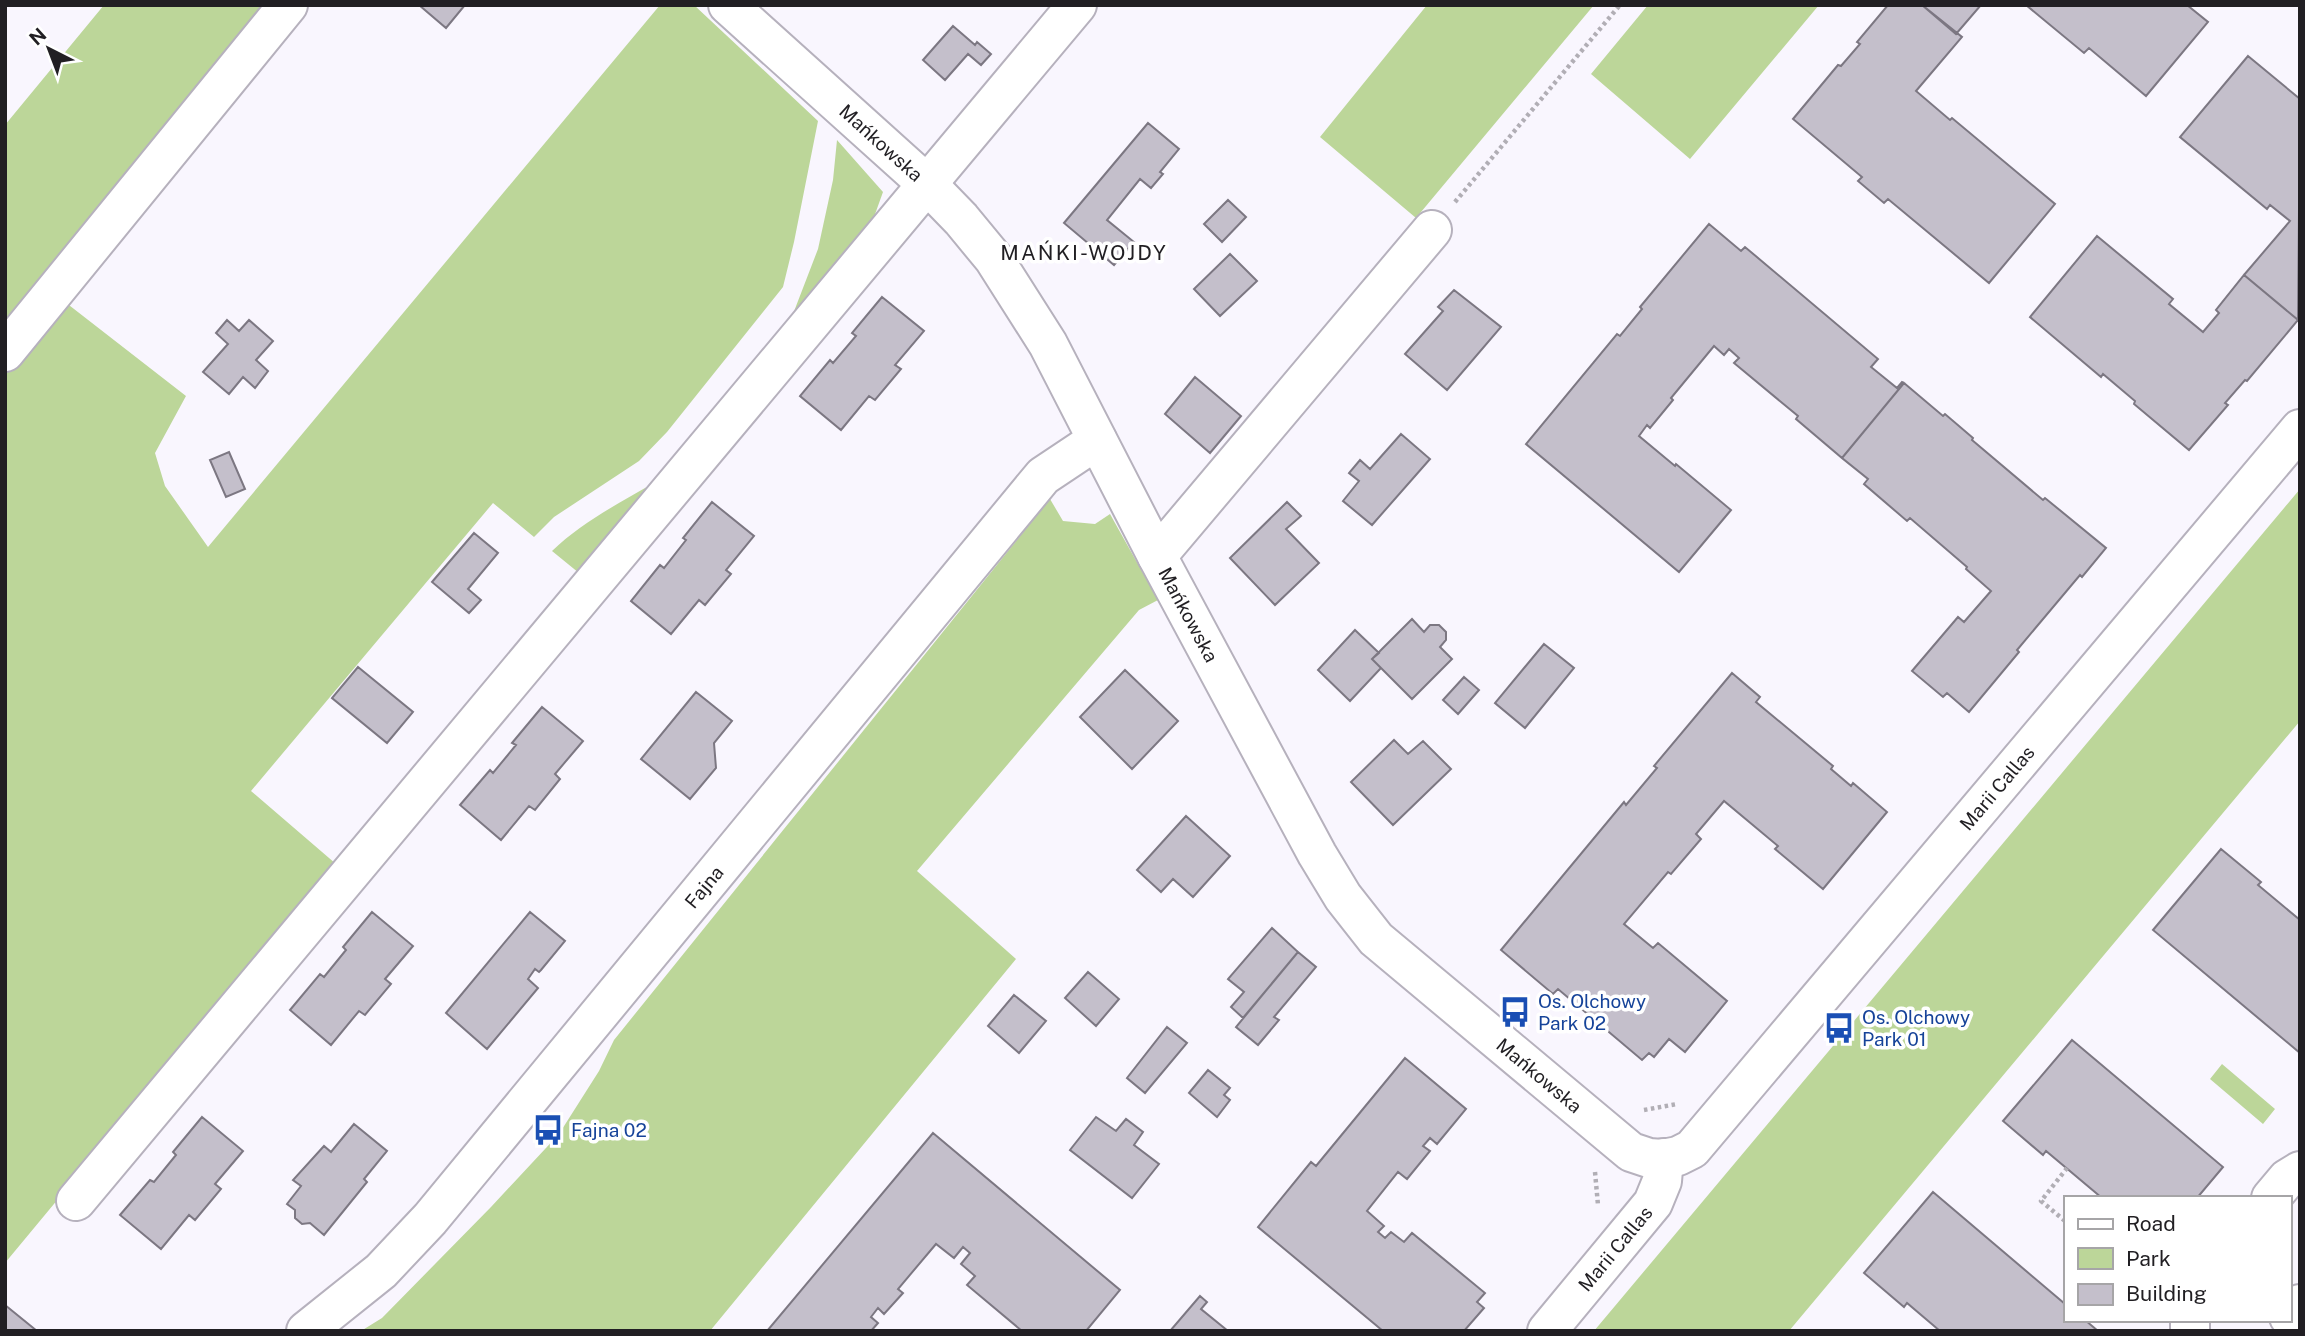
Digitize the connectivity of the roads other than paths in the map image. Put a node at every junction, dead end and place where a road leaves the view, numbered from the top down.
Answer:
1 (288, 5) edge
2 (728, 5) edge
3 (1077, 5) edge
4 (928, 186) junction
5 (1432, 230) road end
6 (5, 352) edge
7 (2300, 429) edge
8 (1097, 440) junction
9 (1157, 556) junction
10 (1678, 1153) junction
11 (2300, 1171) edge
12 (2273, 1196) edge
13 (76, 1201) dead end
14 (306, 1331) edge
15 (1547, 1331) edge

1 - 6 street
2 - 4 street, Mańkowska
3 - 4 street
4 - 8 street, Mańkowska
4 - 13 street
5 - 9 street
7 - 10 street, Marii Callas
8 - 9 street, Mańkowska
8 - 14 street, Fajna
9 - 10 street, Mańkowska
10 - 15 street, Marii Callas
11 - 12 street

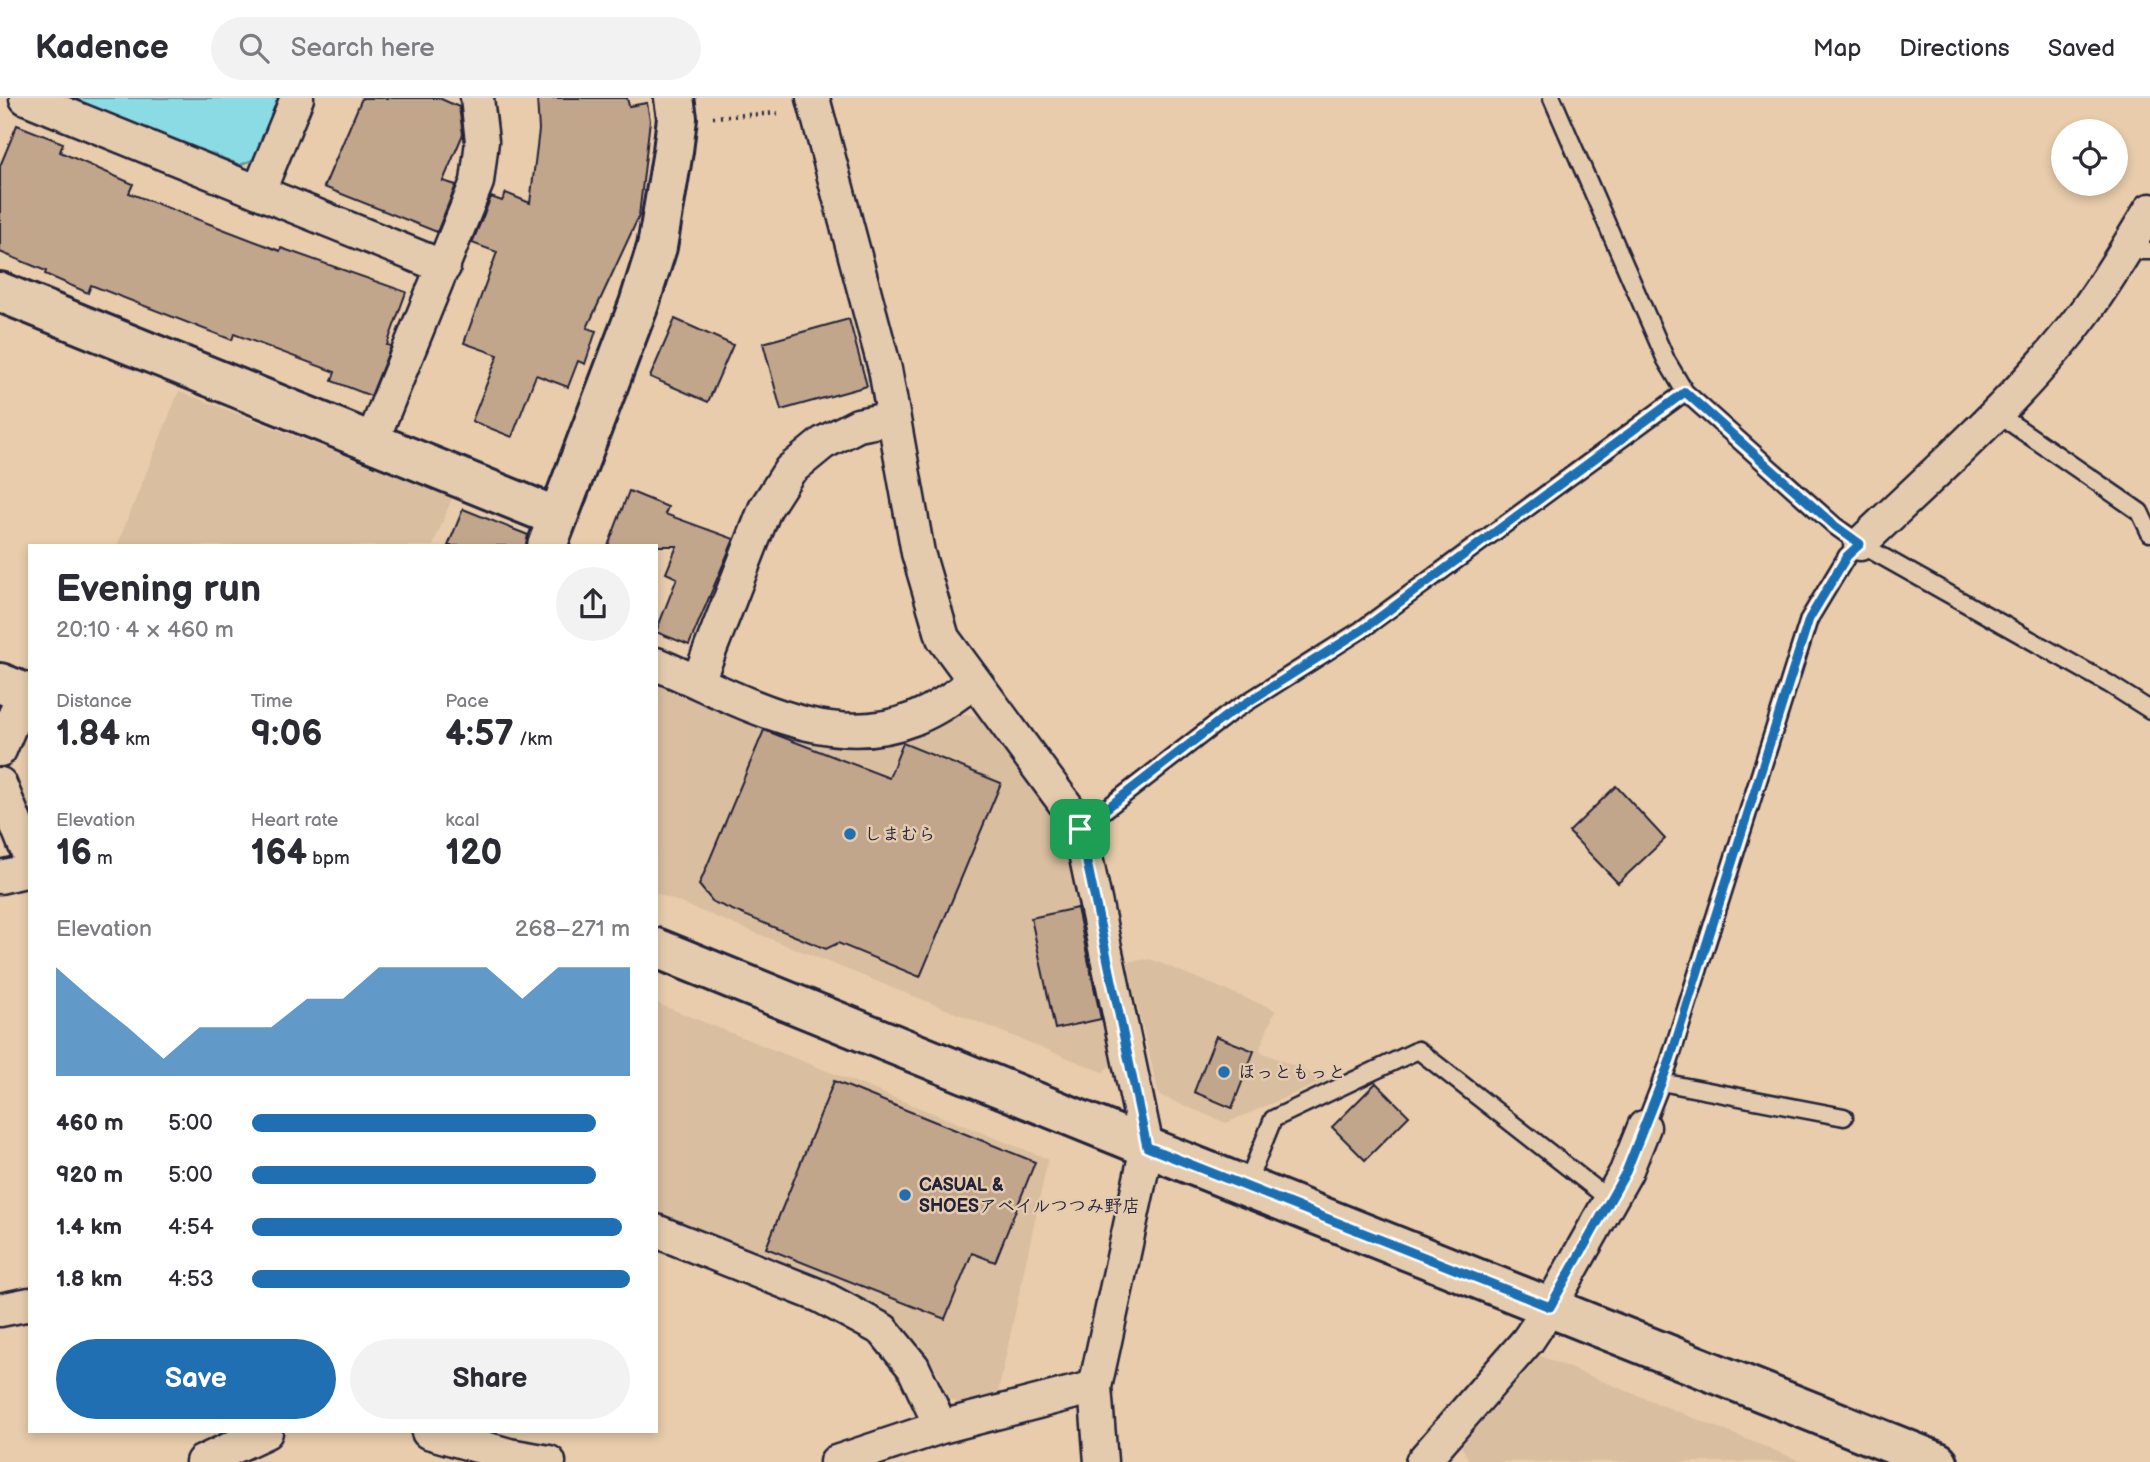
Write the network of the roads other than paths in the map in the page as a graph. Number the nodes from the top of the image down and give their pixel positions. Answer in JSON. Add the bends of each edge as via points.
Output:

▶ _What the exercise asks_
Output each entry shown above exactly as it stands, with all pictures removed.

▶ _Solution to the problem_
Digitize the connectivity of the roads other than paths in the map image. Put a node at every junction, dead end and place where a road leaves the view, numbered from the top down.
Answer:
1 (288, 5) edge
2 (728, 5) edge
3 (1077, 5) edge
4 (928, 186) junction
5 (1432, 230) road end
6 (5, 352) edge
7 (2300, 429) edge
8 (1097, 440) junction
9 (1157, 556) junction
10 (1678, 1153) junction
11 (2300, 1171) edge
12 (2273, 1196) edge
13 (76, 1201) dead end
14 (306, 1331) edge
15 (1547, 1331) edge

1 - 6 street
2 - 4 street, Mańkowska
3 - 4 street
4 - 8 street, Mańkowska
4 - 13 street
5 - 9 street
7 - 10 street, Marii Callas
8 - 9 street, Mańkowska
8 - 14 street, Fajna
9 - 10 street, Mańkowska
10 - 15 street, Marii Callas
11 - 12 street

Write the network of the roads other than paths in the map in the page as a graph. Number the nodes from the top of the image down and give their pixel positions. Answer in JSON. Add the bends of each edge as via points.
Output:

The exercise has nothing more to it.